[TASK GOAL] The records below hold pictures; please leave those out and retype the rest exactly.

Start of SUPPLIED ENTRIES

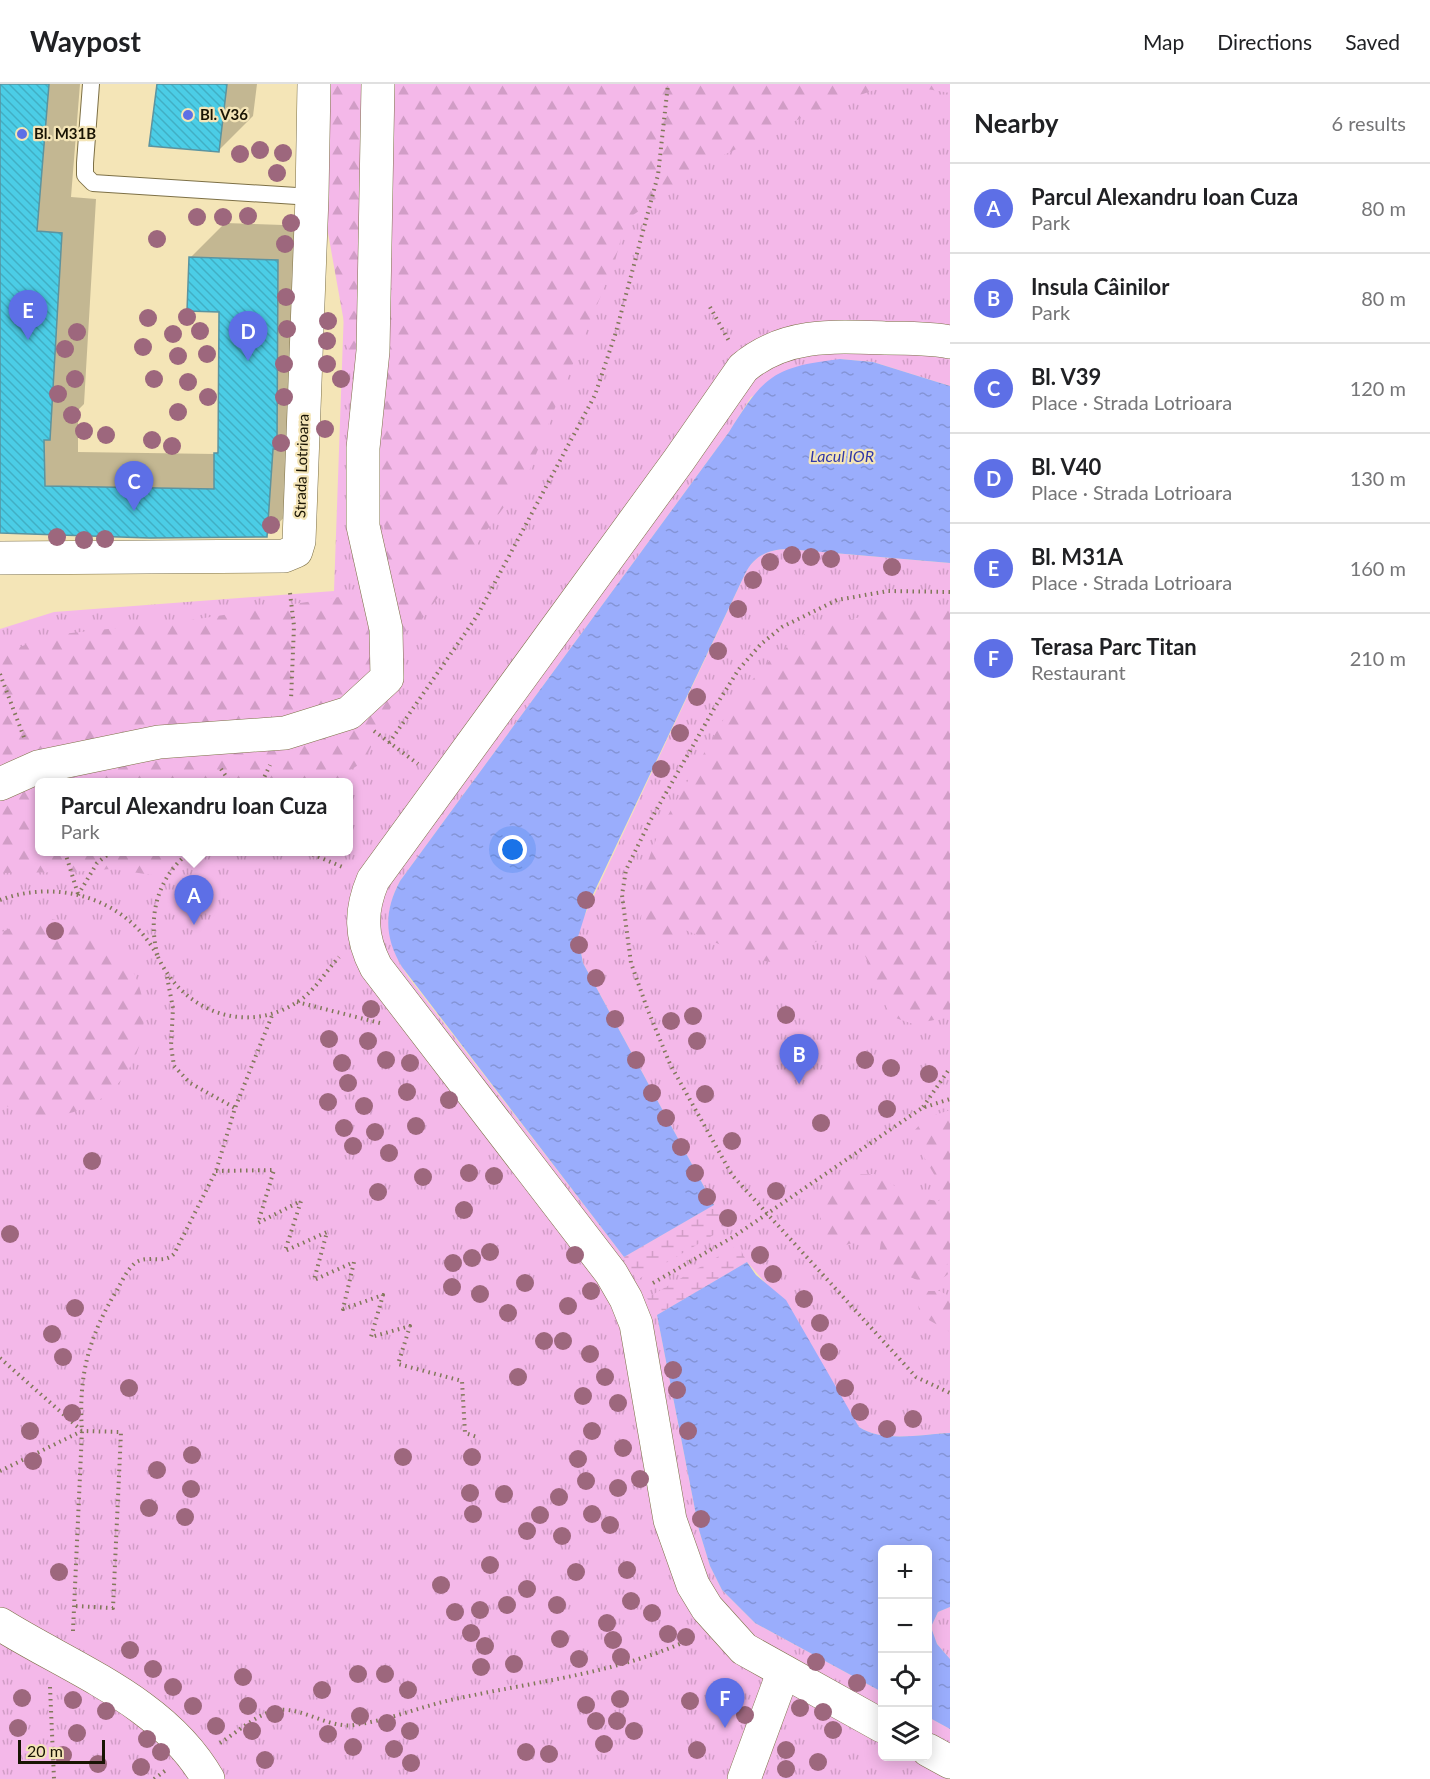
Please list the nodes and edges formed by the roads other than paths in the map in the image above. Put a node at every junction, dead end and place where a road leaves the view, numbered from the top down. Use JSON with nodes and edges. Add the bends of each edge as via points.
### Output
{"nodes":[{"id":1,"x":92,"y":84,"type":"edge"},
{"id":2,"x":314,"y":84,"type":"edge"},
{"id":3,"x":378,"y":84,"type":"edge"},
{"id":4,"x":312,"y":197,"type":"junction"},
{"id":5,"x":950,"y":342,"type":"edge"},
{"id":6,"x":0,"y":558,"type":"edge"},
{"id":7,"x":0,"y":784,"type":"edge"},
{"id":8,"x":0,"y":1624,"type":"edge"},
{"id":9,"x":783,"y":1673,"type":"junction"},
{"id":10,"x":878,"y":1724,"type":"edge"},
{"id":11,"x":932,"y":1753,"type":"edge"},
{"id":12,"x":950,"y":1762,"type":"edge"},
{"id":13,"x":202,"y":1768,"type":"edge"},
{"id":14,"x":744,"y":1779,"type":"edge"}],
"edges":[{"from":1,"to":4,"type":"lane","via":[[85,163],[86,175],[93,183]]},
{"from":2,"to":4,"type":"street","name":"Strada Lotrioara"},
{"from":3,"to":7,"type":"street","via":[[373,351],[363,448],[363,526],[386,629],[387,678],[349,713],[285,733],[159,742],[38,767]]},
{"from":4,"to":6,"type":"street","name":"Strada Lotrioara","via":[[296,551],[284,556]]},
{"from":5,"to":9,"type":"street","via":[[815,337],[782,345],[744,368],[373,880],[366,898],[363,929],[376,966],[611,1273],[626,1299],[636,1324],[670,1520],[693,1585],[744,1649]]},
{"from":8,"to":13,"type":"street","via":[[111,1687],[145,1711]]},
{"from":9,"to":10,"type":"street"},
{"from":9,"to":14,"type":"street"},
{"from":11,"to":12,"type":"street"}]}
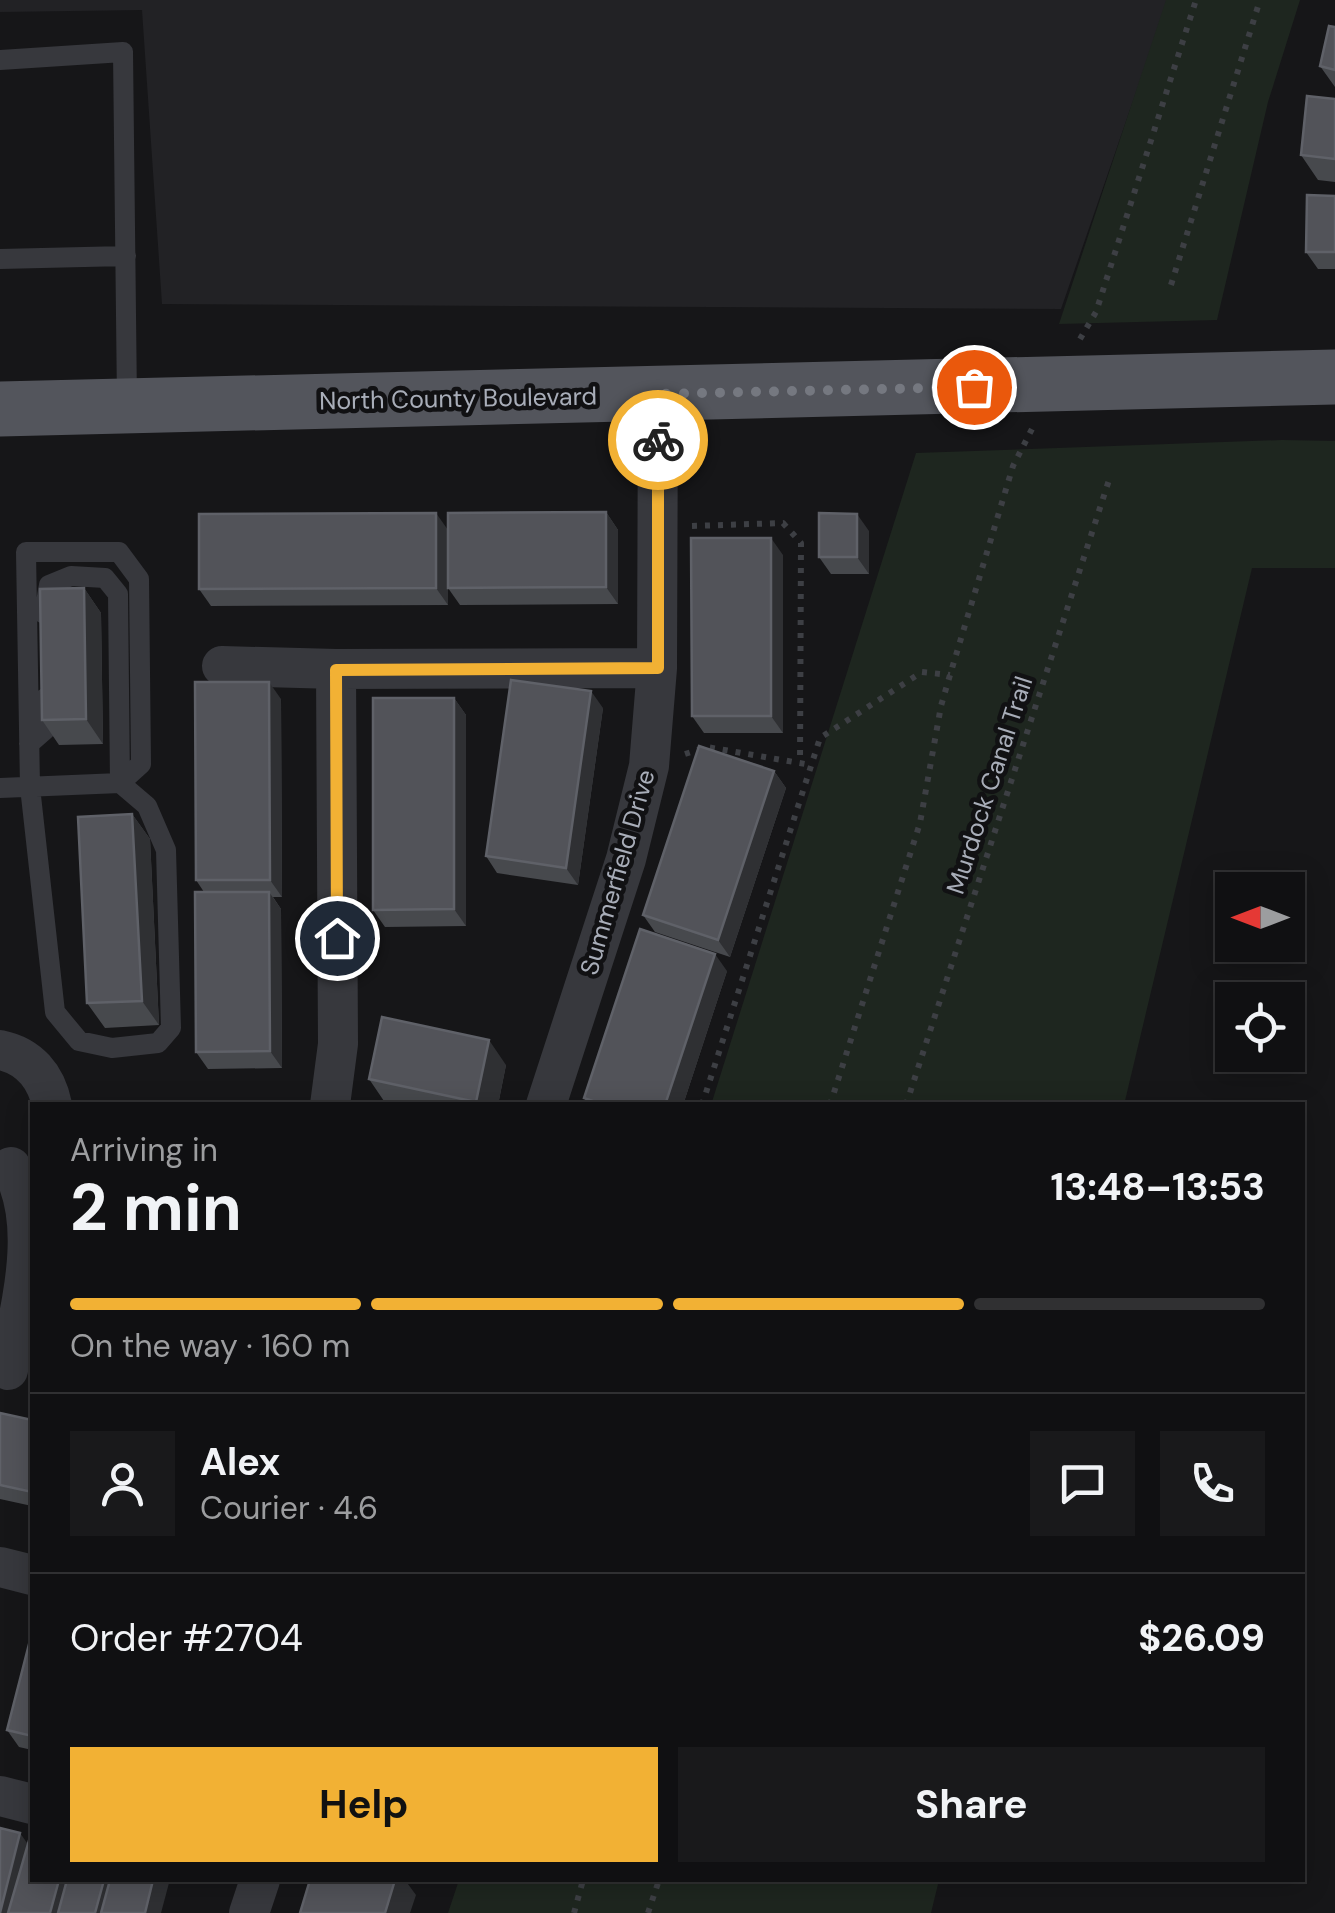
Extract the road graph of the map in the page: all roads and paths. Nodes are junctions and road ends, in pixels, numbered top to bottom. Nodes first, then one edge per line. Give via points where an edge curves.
1 (1196, 0) edge
2 (1260, 0) edge
3 (0, 60) edge
4 (126, 256) junction
5 (0, 260) edge
6 (1171, 284) dead end
7 (1335, 377) edge
8 (1054, 385) junction
9 (658, 394) junction
10 (127, 406) junction
11 (0, 409) edge
12 (1110, 477) dead end
13 (658, 527) junction
14 (222, 666) dead end
15 (658, 668) junction
16 (336, 670) junction
17 (950, 675) junction
18 (29, 744) junction
19 (650, 754) junction
20 (800, 763) junction
21 (811, 765) junction
22 (120, 783) junction
23 (30, 787) junction
24 (0, 788) edge
25 (0, 1050) edge
26 (51, 1102) edge
27 (330, 1102) edge
28 (547, 1102) edge
29 (703, 1102) edge
30 (831, 1102) edge
31 (907, 1102) edge
32 (15, 1163) edge
33 (13, 1372) edge
34 (0, 1567) edge
35 (30, 1574) edge
36 (0, 1796) edge
37 (30, 1804) edge
38 (259, 1882) edge
39 (582, 1882) edge
40 (657, 1882) edge
41 (249, 1913) edge
42 (574, 1913) edge
43 (648, 1913) edge

1 - 8 path via 1096,312
2 - 6 path
3 - 4 lane via 123,52
4 - 5 lane
4 - 10 lane
7 - 8 main road, North County Boulevard
8 - 9 main road, North County Boulevard
8 - 17 path via 1014,466
9 - 10 main road, North County Boulevard
9 - 13 street, Summerfield Drive
10 - 11 main road, North County Boulevard
12 - 31 path, Murdock Canal Trail
13 - 15 street, Summerfield Drive
13 - 20 path via 783,522 801,543
14 - 16 street
15 - 16 street
15 - 19 street, Summerfield Drive
16 - 27 street via 338,1044
17 - 21 path via 922,672 906,682 820,738
17 - 30 path via 920,823
18 - 22 lane via 45,730 49,585 71,576 105,578 118,594
18 - 22 lane via 26,552 119,552 138,579 141,746 141,764
18 - 23 lane
19 - 20 path via 706,747
19 - 28 street, Summerfield Drive via 626,859
20 - 21 path
21 - 29 path
22 - 23 lane
22 - 23 lane via 147,806 166,850 172,1028 158,1043 112,1048 79,1041 55,1012
23 - 24 lane
25 - 26 street via 34,1066
32 - 33 street via 27,1223
34 - 35 street
36 - 37 street
38 - 41 street
39 - 42 path
40 - 43 path

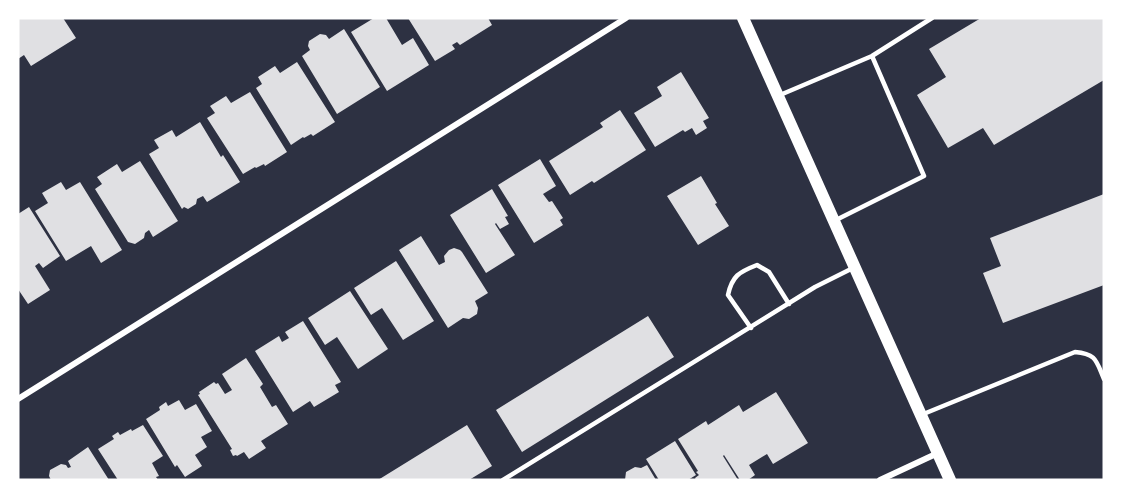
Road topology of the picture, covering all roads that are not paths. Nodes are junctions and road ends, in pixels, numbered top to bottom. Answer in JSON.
{"nodes":[{"id":1,"x":626,"y":18,"type":"edge"},
{"id":2,"x":743,"y":18,"type":"edge"},
{"id":3,"x":932,"y":18,"type":"edge"},
{"id":4,"x":872,"y":56,"type":"junction"},
{"id":5,"x":778,"y":96,"type":"junction"},
{"id":6,"x":834,"y":221,"type":"junction"},
{"id":7,"x":855,"y":267,"type":"junction"},
{"id":8,"x":789,"y":304,"type":"junction"},
{"id":9,"x":750,"y":328,"type":"junction"},
{"id":10,"x":1104,"y":379,"type":"edge"},
{"id":11,"x":18,"y":399,"type":"edge"},
{"id":12,"x":921,"y":415,"type":"junction"},
{"id":13,"x":938,"y":453,"type":"junction"},
{"id":14,"x":503,"y":480,"type":"edge"},
{"id":15,"x":880,"y":480,"type":"edge"},
{"id":16,"x":950,"y":480,"type":"edge"}],
"edges":[{"from":1,"to":11,"type":"street"},
{"from":2,"to":5,"type":"main road"},
{"from":3,"to":4,"type":"lane"},
{"from":4,"to":5,"type":"lane"},
{"from":4,"to":6,"type":"lane"},
{"from":5,"to":6,"type":"main road"},
{"from":6,"to":7,"type":"main road"},
{"from":7,"to":8,"type":"lane"},
{"from":7,"to":12,"type":"main road"},
{"from":8,"to":9,"type":"lane"},
{"from":8,"to":9,"type":"lane"},
{"from":9,"to":14,"type":"lane"},
{"from":10,"to":12,"type":"lane"},
{"from":12,"to":13,"type":"main road"},
{"from":13,"to":15,"type":"street"},
{"from":13,"to":16,"type":"main road"}]}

End of SUPPLIED ENTRIES

[WRITTEN REPLY]
Please list the nodes and edges formed by the roads other than paths in the map in the image above. Put a node at every junction, dead end and place where a road leaves the view, numbered from the top down. Use JSON with nodes and edges. Add the bends of each edge as via points.
### Output
{"nodes":[{"id":1,"x":92,"y":84,"type":"edge"},
{"id":2,"x":314,"y":84,"type":"edge"},
{"id":3,"x":378,"y":84,"type":"edge"},
{"id":4,"x":312,"y":197,"type":"junction"},
{"id":5,"x":950,"y":342,"type":"edge"},
{"id":6,"x":0,"y":558,"type":"edge"},
{"id":7,"x":0,"y":784,"type":"edge"},
{"id":8,"x":0,"y":1624,"type":"edge"},
{"id":9,"x":783,"y":1673,"type":"junction"},
{"id":10,"x":878,"y":1724,"type":"edge"},
{"id":11,"x":932,"y":1753,"type":"edge"},
{"id":12,"x":950,"y":1762,"type":"edge"},
{"id":13,"x":202,"y":1768,"type":"edge"},
{"id":14,"x":744,"y":1779,"type":"edge"}],
"edges":[{"from":1,"to":4,"type":"lane","via":[[85,163],[86,175],[93,183]]},
{"from":2,"to":4,"type":"street","name":"Strada Lotrioara"},
{"from":3,"to":7,"type":"street","via":[[373,351],[363,448],[363,526],[386,629],[387,678],[349,713],[285,733],[159,742],[38,767]]},
{"from":4,"to":6,"type":"street","name":"Strada Lotrioara","via":[[296,551],[284,556]]},
{"from":5,"to":9,"type":"street","via":[[815,337],[782,345],[744,368],[373,880],[366,898],[363,929],[376,966],[611,1273],[626,1299],[636,1324],[670,1520],[693,1585],[744,1649]]},
{"from":8,"to":13,"type":"street","via":[[111,1687],[145,1711]]},
{"from":9,"to":10,"type":"street"},
{"from":9,"to":14,"type":"street"},
{"from":11,"to":12,"type":"street"}]}
Extract the road graph of the map in the page: all roads and paths. Nodes are junctions and road ends, in pixels, numbered top to bottom. Nodes first, then one edge per line. Give via points where an edge curves.
1 (1196, 0) edge
2 (1260, 0) edge
3 (0, 60) edge
4 (126, 256) junction
5 (0, 260) edge
6 (1171, 284) dead end
7 (1335, 377) edge
8 (1054, 385) junction
9 (658, 394) junction
10 (127, 406) junction
11 (0, 409) edge
12 (1110, 477) dead end
13 (658, 527) junction
14 (222, 666) dead end
15 (658, 668) junction
16 (336, 670) junction
17 (950, 675) junction
18 (29, 744) junction
19 (650, 754) junction
20 (800, 763) junction
21 (811, 765) junction
22 (120, 783) junction
23 (30, 787) junction
24 (0, 788) edge
25 (0, 1050) edge
26 (51, 1102) edge
27 (330, 1102) edge
28 (547, 1102) edge
29 (703, 1102) edge
30 (831, 1102) edge
31 (907, 1102) edge
32 (15, 1163) edge
33 (13, 1372) edge
34 (0, 1567) edge
35 (30, 1574) edge
36 (0, 1796) edge
37 (30, 1804) edge
38 (259, 1882) edge
39 (582, 1882) edge
40 (657, 1882) edge
41 (249, 1913) edge
42 (574, 1913) edge
43 (648, 1913) edge

1 - 8 path via 1096,312
2 - 6 path
3 - 4 lane via 123,52
4 - 5 lane
4 - 10 lane
7 - 8 main road, North County Boulevard
8 - 9 main road, North County Boulevard
8 - 17 path via 1014,466
9 - 10 main road, North County Boulevard
9 - 13 street, Summerfield Drive
10 - 11 main road, North County Boulevard
12 - 31 path, Murdock Canal Trail
13 - 15 street, Summerfield Drive
13 - 20 path via 783,522 801,543
14 - 16 street
15 - 16 street
15 - 19 street, Summerfield Drive
16 - 27 street via 338,1044
17 - 21 path via 922,672 906,682 820,738
17 - 30 path via 920,823
18 - 22 lane via 45,730 49,585 71,576 105,578 118,594
18 - 22 lane via 26,552 119,552 138,579 141,746 141,764
18 - 23 lane
19 - 20 path via 706,747
19 - 28 street, Summerfield Drive via 626,859
20 - 21 path
21 - 29 path
22 - 23 lane
22 - 23 lane via 147,806 166,850 172,1028 158,1043 112,1048 79,1041 55,1012
23 - 24 lane
25 - 26 street via 34,1066
32 - 33 street via 27,1223
34 - 35 street
36 - 37 street
38 - 41 street
39 - 42 path
40 - 43 path

Road topology of the picture, covering all roads that are not paths. Nodes are junctions and road ends, in pixels, numbered top to bottom. Answer in JSON.
{"nodes":[{"id":1,"x":626,"y":18,"type":"edge"},
{"id":2,"x":743,"y":18,"type":"edge"},
{"id":3,"x":932,"y":18,"type":"edge"},
{"id":4,"x":872,"y":56,"type":"junction"},
{"id":5,"x":778,"y":96,"type":"junction"},
{"id":6,"x":834,"y":221,"type":"junction"},
{"id":7,"x":855,"y":267,"type":"junction"},
{"id":8,"x":789,"y":304,"type":"junction"},
{"id":9,"x":750,"y":328,"type":"junction"},
{"id":10,"x":1104,"y":379,"type":"edge"},
{"id":11,"x":18,"y":399,"type":"edge"},
{"id":12,"x":921,"y":415,"type":"junction"},
{"id":13,"x":938,"y":453,"type":"junction"},
{"id":14,"x":503,"y":480,"type":"edge"},
{"id":15,"x":880,"y":480,"type":"edge"},
{"id":16,"x":950,"y":480,"type":"edge"}],
"edges":[{"from":1,"to":11,"type":"street"},
{"from":2,"to":5,"type":"main road"},
{"from":3,"to":4,"type":"lane"},
{"from":4,"to":5,"type":"lane"},
{"from":4,"to":6,"type":"lane"},
{"from":5,"to":6,"type":"main road"},
{"from":6,"to":7,"type":"main road"},
{"from":7,"to":8,"type":"lane"},
{"from":7,"to":12,"type":"main road"},
{"from":8,"to":9,"type":"lane"},
{"from":8,"to":9,"type":"lane"},
{"from":9,"to":14,"type":"lane"},
{"from":10,"to":12,"type":"lane"},
{"from":12,"to":13,"type":"main road"},
{"from":13,"to":15,"type":"street"},
{"from":13,"to":16,"type":"main road"}]}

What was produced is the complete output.